• **TASK BRIEF**
Copy, from the listing, every line in which the string "شهیدمحمدجواداصغری" is present.

• **DATA IN THIS EXERCISE**
::::::::

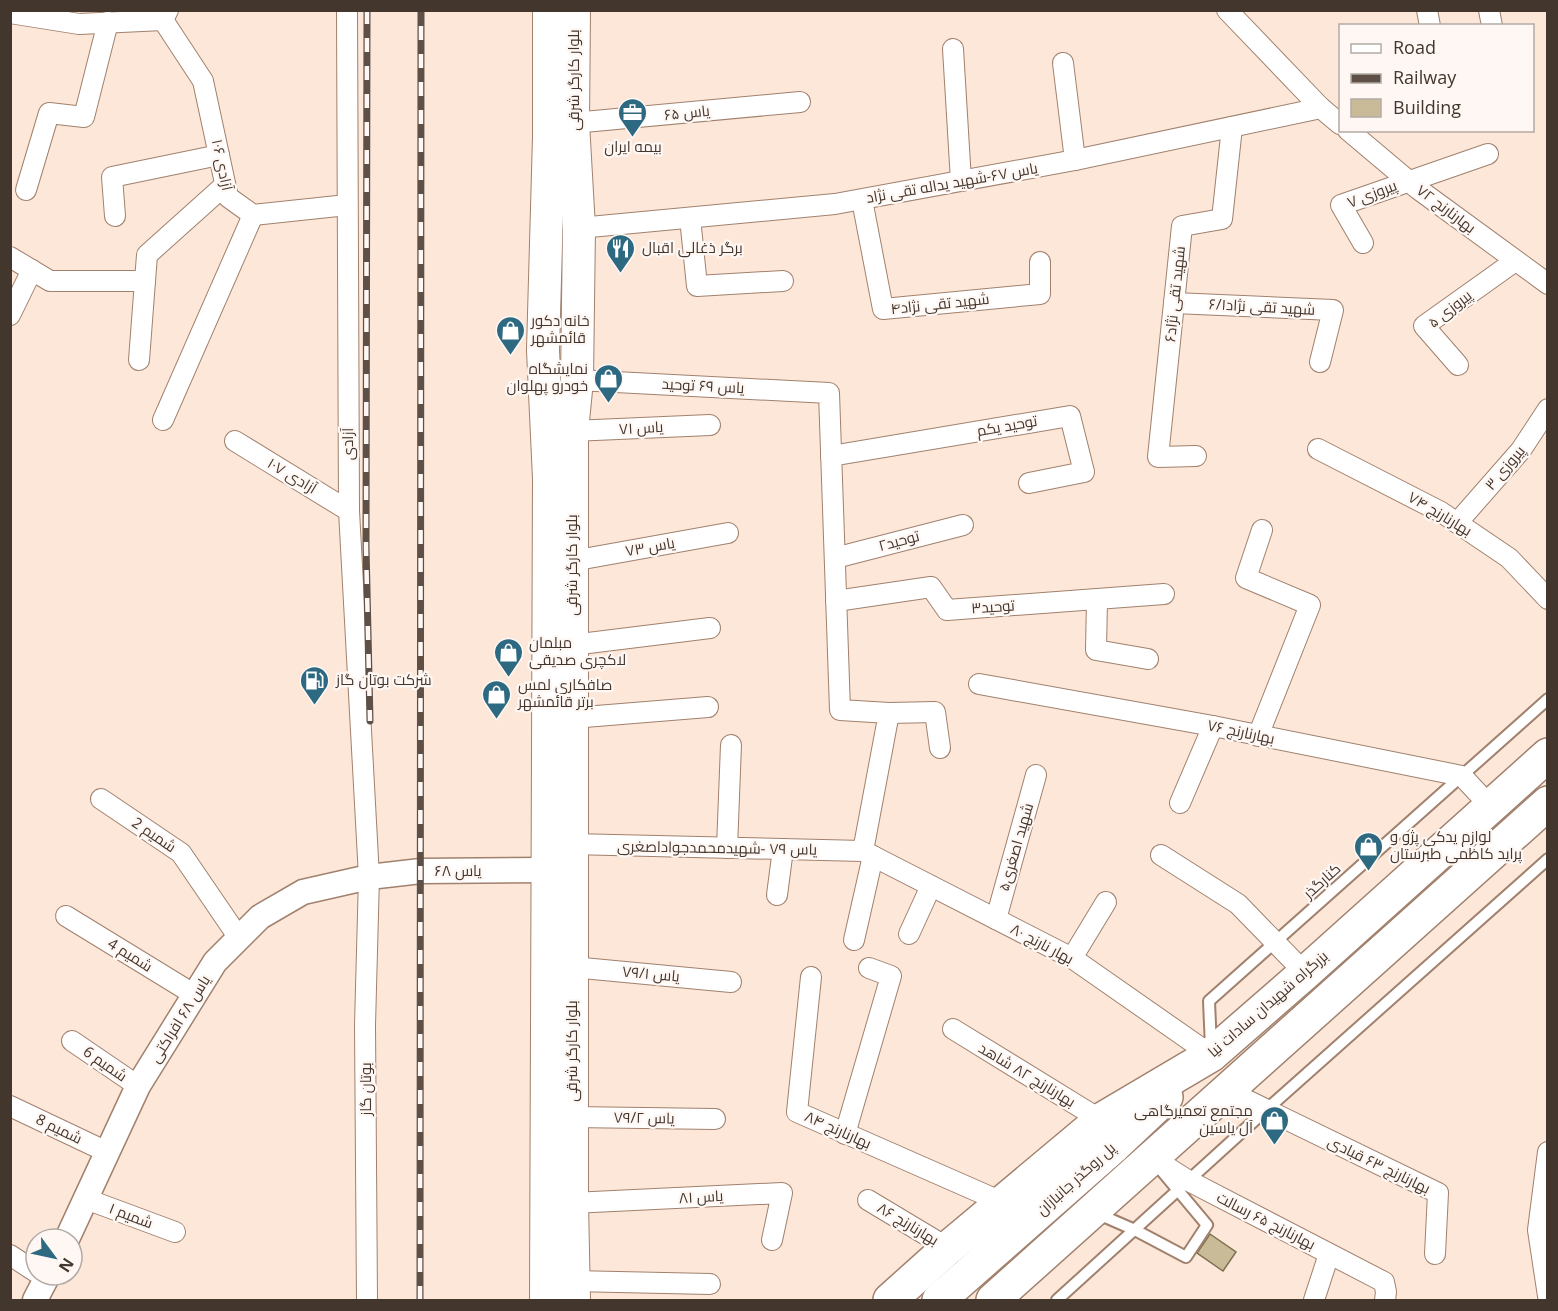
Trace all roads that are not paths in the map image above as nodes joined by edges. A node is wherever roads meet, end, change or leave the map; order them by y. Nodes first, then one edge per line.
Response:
1 (347, 10) edge
2 (549, 10) edge
3 (574, 10) edge
4 (1227, 10) edge
5 (10, 13) edge
6 (166, 15) edge
7 (108, 22) junction
8 (953, 49) dead end
9 (1063, 63) dead end
10 (800, 102) dead end
11 (1321, 108) junction
12 (1339, 122) edge
13 (573, 123) junction
14 (1232, 127) junction
15 (1350, 132) edge
16 (1488, 153) dead end
17 (219, 155) junction
18 (1075, 160) junction
19 (1408, 180) junction
20 (961, 182) junction
21 (225, 185) junction
22 (26, 190) dead end
23 (862, 200) junction
24 (347, 205) junction
25 (253, 215) junction
26 (115, 216) dead end
27 (690, 218) junction
28 (579, 228) junction
29 (1363, 243) dead end
30 (10, 257) edge
31 (1515, 261) junction
32 (1040, 262) dead end
33 (32, 270) junction
34 (145, 281) junction
35 (783, 281) dead end
36 (1548, 284) edge
37 (1174, 303) junction
38 (10, 315) edge
39 (139, 360) dead end
40 (1320, 362) dead end
41 (1458, 365) dead end
42 (577, 380) junction
43 (1548, 409) edge
44 (163, 420) dead end
45 (710, 425) dead end
46 (573, 431) junction
47 (235, 441) dead end
48 (1318, 448) dead end
49 (831, 456) junction
50 (1196, 456) dead end
51 (1029, 483) dead end
52 (349, 510) junction
53 (1456, 523) junction
54 (963, 525) dead end
55 (1262, 530) dead end
56 (728, 533) dead end
57 (835, 558) junction
58 (572, 561) junction
59 (1164, 594) dead end
60 (1097, 599) junction
61 (1548, 599) edge
62 (836, 601) junction
63 (710, 628) dead end
64 (572, 645) junction
65 (1148, 659) dead end
66 (979, 684) dead end
67 (1548, 699) edge
68 (708, 706) dead end
69 (889, 713) junction
70 (572, 718) junction
71 (1213, 726) junction
72 (1258, 736) junction
73 (731, 746) dead end
74 (940, 748) dead end
75 (1548, 755) edge
76 (1036, 775) dead end
77 (1462, 776) junction
78 (101, 799) dead end
79 (1180, 802) dead end
80 (1548, 803) edge
81 (1490, 806) junction
82 (571, 844) junction
83 (727, 848) junction
84 (783, 849) junction
85 (868, 854) junction
86 (1161, 855) dead end
87 (1548, 859) edge
88 (548, 870) junction
89 (369, 877) junction
90 (931, 886) junction
91 (777, 895) dead end
92 (1106, 902) dead end
93 (66, 916) dead end
94 (996, 919) junction
95 (909, 934) dead end
96 (239, 938) junction
97 (854, 940) dead end
98 (1276, 943) junction
99 (1072, 958) junction
100 (572, 967) junction
101 (868, 968) dead end
102 (1305, 973) junction
103 (811, 977) dead end
104 (731, 982) dead end
105 (195, 995) junction
106 (953, 1029) dead end
107 (72, 1041) dead end
108 (1211, 1055) junction
109 (138, 1086) junction
110 (1226, 1090) junction
111 (10, 1106) edge
112 (1266, 1110) junction
113 (572, 1117) junction
114 (715, 1119) dead end
115 (1101, 1120) junction
116 (845, 1134) junction
117 (107, 1152) junction
118 (1548, 1152) edge
119 (1151, 1157) junction
120 (1183, 1186) junction
121 (86, 1199) junction
122 (868, 1200) dead end
123 (572, 1203) junction
124 (1004, 1203) junction
125 (1093, 1212) junction
126 (73, 1227) edge
127 (1135, 1230) junction
128 (175, 1233) dead end
129 (772, 1240) dead end
130 (948, 1248) junction
131 (1329, 1254) junction
132 (1434, 1254) dead end
133 (10, 1255) edge
134 (24, 1268) edge
135 (710, 1284) dead end
136 (573, 1291) edge
137 (1384, 1291) edge
138 (1548, 1296) edge
139 (367, 1300) edge
140 (546, 1300) edge
141 (890, 1300) edge
142 (939, 1300) edge
143 (993, 1300) edge
144 (1058, 1300) edge
145 (1314, 1300) edge

1 - 24 street, آزادی
2 - 88 main road, بلوار کارگر شرقی
3 - 13 main road, بلوار کارگر شرقی
4 - 11 street
5 - 7 street
6 - 7 street
6 - 17 street, آزادی ۱۰۶
7 - 22 street
8 - 20 street
9 - 18 street
10 - 13 street, یاس ۶۵
11 - 12 street
11 - 14 street, یاس ۶۷-شهید یداله تقی نژاد
13 - 28 main road, بلوار کارگر شرقی
14 - 18 street, یاس ۶۷-شهید یداله تقی نژاد
14 - 37 street, شهید تقی نژاد۶
15 - 19 street, بهارنارنج ۷۲
16 - 19 street
17 - 21 street, آزادی ۱۰۶
17 - 26 street
18 - 20 street, یاس ۶۷-شهید یداله تقی نژاد
19 - 29 street, پیروزی ۷
19 - 31 street, بهارنارنج ۷۲
20 - 23 street, یاس ۶۷-شهید یداله تقی نژاد
21 - 25 street, آزادی ۱۰۶
21 - 34 street
23 - 27 street, یاس ۶۷-شهید یداله تقی نژاد
23 - 32 street, شهید تقی نژاد۴
24 - 25 street
24 - 52 street, آزادی
25 - 44 street
27 - 28 street, یاس ۶۷-شهید یداله تقی نژاد
27 - 35 street
28 - 42 main road, بلوار کارگر شرقی
30 - 33 street
31 - 36 street, بهارنارنج ۷۲
31 - 41 street, پیروزی ۵
33 - 34 street
33 - 38 street
34 - 39 street
37 - 40 street, شهید تقی نژاد۶/۱
37 - 50 street, شهید تقی نژاد۶
42 - 46 main road, بلوار کارگر شرقی
42 - 49 street, یاس ۶۹ توحید
43 - 53 street, پیروزی ۳
45 - 46 street, یاس ۷۱
46 - 58 main road, بلوار کارگر شرقی
47 - 52 street, آزادی ۱۰۷
48 - 53 street, بهارنارنج ۷۴
49 - 51 street, توحید یکم
49 - 57 street
52 - 89 street, آزادی
53 - 61 street, بهارنارنج ۷۴
54 - 57 street, توحید۲
55 - 72 street
56 - 58 street, یاس ۷۳
57 - 62 street
58 - 64 main road, بلوار کارگر شرقی
59 - 60 street, توحید۳
60 - 62 street, توحید۳
60 - 65 street
62 - 69 street
63 - 64 street
64 - 70 main road, بلوار کارگر شرقی
66 - 71 street, بهارنارنج ۷۶
67 - 77 lane, کنارگذر
68 - 70 street
69 - 74 street
69 - 85 street
70 - 82 main road, بلوار کارگر شرقی
71 - 72 street, بهارنارنج ۷۶
71 - 79 street
72 - 77 street, بهارنارنج ۷۶
73 - 83 street
75 - 81 highway, بزرگراه شهیدان سادات نیا
76 - 94 street, شهید اصغری۵
77 - 81 street
77 - 98 lane, کنارگذر
78 - 96 street, شمیم 2
80 - 110 highway
81 - 102 highway, بزرگراه شهیدان سادات نیا
82 - 83 street, یاس ۷۹ -شهیدمحمدجواداصغری
82 - 100 main road, بلوار کارگر شرقی
83 - 84 street, یاس ۷۹ -شهیدمحمدجواداصغری
84 - 85 street, یاس ۷۹ -شهیدمحمدجواداصغری
84 - 91 street
85 - 90 street, بهار نارنج ۸۰
85 - 97 street
86 - 98 street
87 - 112 lane
88 - 89 street, یاس ۶۸
88 - 140 main road, بلوار کارگر شرقی
89 - 96 street, یاس ۶۸ افراکتی
89 - 139 street, بوتان گاز
90 - 94 street, بهار نارنج ۸۰
90 - 95 street
92 - 99 street
93 - 105 street, شمیم 4
94 - 99 street, بهار نارنج ۸۰
96 - 105 street, یاس ۶۸ افراکتی
98 - 102 street
98 - 108 lane, کنارگذر
99 - 108 street, بهار نارنج ۸۰
100 - 104 street, یاس ۷۹/۱
100 - 113 main road, بلوار کارگر شرقی
101 - 116 street
102 - 108 highway, بزرگراه شهیدان سادات نیا
103 - 116 street, بهارنارنج ۸۴
105 - 109 street, یاس ۶۸ افراکتی
106 - 115 street, بهارنارنج ۸۲ شاهد
107 - 109 street, شمیم 6
108 - 115 highway, بزرگراه شهیدان سادات نیا
108 - 142 highway, پل روگذر جانبازان
109 - 117 street, یاس ۶۸ افراکتی
110 - 112 street
110 - 119 highway
111 - 117 street, شمیم 8
112 - 120 lane
112 - 132 street, بهارنارنج ۶۳ قبادی
113 - 114 street, یاس ۷۹/۲
113 - 123 main road, بلوار کارگر شرقی
115 - 124 highway, بزرگراه شهیدان سادات نیا
116 - 124 street, بهارنارنج ۸۴
117 - 121 street, یاس ۶۸ افراکتی
118 - 138 street
119 - 120 street, بهارنارنج ۶۵ رسالت
119 - 125 highway
120 - 127 lane
120 - 127 lane
120 - 131 street, بهارنارنج ۶۵ رسالت
121 - 126 street, یاس ۶۸ افراکتی
121 - 128 street, شمیم ۱
122 - 130 street, بهارنارنج ۸۶
123 - 129 street, یاس ۸۱
123 - 136 main road, بلوار کارگر شرقی
124 - 130 highway, بزرگراه شهیدان سادات نیا
125 - 127 lane
125 - 143 highway
127 - 144 lane
130 - 141 highway, بزرگراه شهیدان سادات نیا
131 - 137 street, بهارنارنج ۶۵ رسالت
131 - 145 street
133 - 134 street
135 - 136 street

::::::::

• **TASK ANSWER**
82 - 83 street, یاس ۷۹ -شهیدمحمدجواداصغری
83 - 84 street, یاس ۷۹ -شهیدمحمدجواداصغری
84 - 85 street, یاس ۷۹ -شهیدمحمدجواداصغری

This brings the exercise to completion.